Appearance
Capacity and scale targets
This runbook covers the per-Domain capacity-and-scale collector: the six scale dimensions plexsphere tracks, their Phase-1 target defaults, how the collector samples usage and computes a used / target ratio, the 80% crossing audit contract, the structured refusal a hard ceiling produces, and the load-test harness operators use to validate a target against a real deployment.
The numbers below are design-phase orientation figures, not SLAs. They size a single deployment on the HA minimums, are operator-overridable defaults, and Phase-1 load-testing may move individual targets up or down. Exceeding a target is an operator-visible signal — never a silent failure — surfaced through the Dashboard capacity view, the Platform Audit Log, and Prometheus.
The six dimensions
The collector tracks six axes per Domain. Each has a unit, a Phase-1 default target, and an owning enforcement point that defines what the number means.
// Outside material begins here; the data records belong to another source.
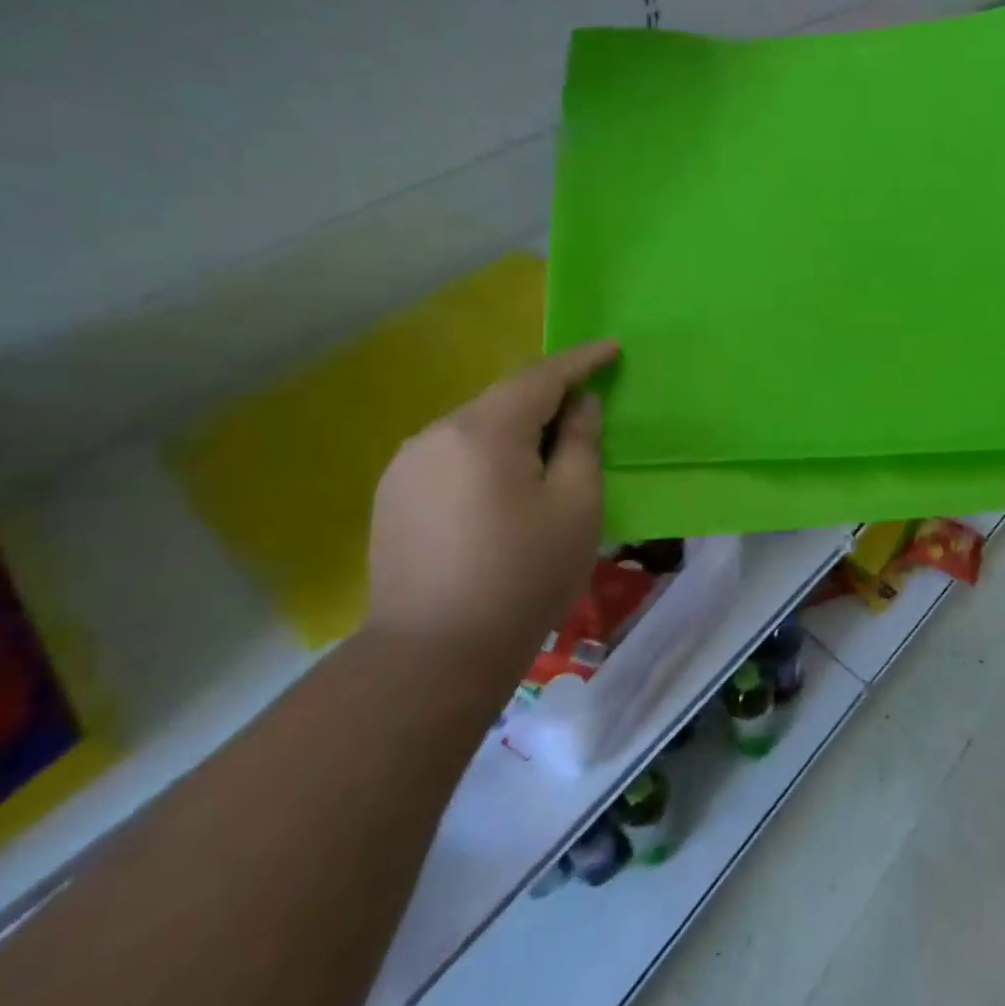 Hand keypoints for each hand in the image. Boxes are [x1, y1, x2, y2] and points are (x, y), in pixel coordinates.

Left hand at [366, 340, 619, 683]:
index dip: (581, 360)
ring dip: (516, 426)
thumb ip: (582, 442)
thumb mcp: (576, 505)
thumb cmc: (523, 576)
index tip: (611, 349)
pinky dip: (486, 452)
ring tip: (547, 453)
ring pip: (476, 425)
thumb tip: (579, 405)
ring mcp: (407, 464)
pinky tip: (502, 484)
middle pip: (505, 398)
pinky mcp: (393, 494)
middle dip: (548, 396)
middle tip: (586, 410)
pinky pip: (452, 452)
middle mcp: (437, 433)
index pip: (541, 376)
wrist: (433, 656)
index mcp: (485, 430)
| Dimension | Unit | Phase-1 default target | Owning enforcement point |
|---|---|---|---|
nodes | count | 10 000 | Identity & Registration — sustained enrolled-plexd ceiling per Domain (bursts to 15 000 during mass rollouts are out of scope for the sustained target). |
sse_fanout | events/sec | 1 000 | Signed Event Bus (mesh SSE) — sustained SSE fan-out per Domain. |
secret_reads | reads/sec | 10 000 | Secret Store — cluster-wide sustained secret-read rate per Domain (NSK-rewrap dominated). |
mediated_sessions | count | 500 | Access Orchestrator — concurrent mediated sessions per Domain across all kinds (ssh + k8s + tcp). |
observability_ingest | bytes/sec | 5 MiB/s (5 242 880 bytes/s) | Observability Ingest — aggregated per-Domain byte budget across metrics + logs + audit. |
action_executions | count | 1 000 | Action Orchestrator — concurrent action executions per Domain. |
Ingest unit note. The project README states the ingest target in prose as "5 MB/sec", but the collector tracks it as 5 MiB/s (5 × 1024 × 1024 = 5 242 880 wire bytes/sec, binary) to stay consistent with the gzip-compressed wire-byte counters the Observability Ingest quota debits. A 1000-based reading would drift roughly 4.6% below the enforced cap, so the binary figure is authoritative.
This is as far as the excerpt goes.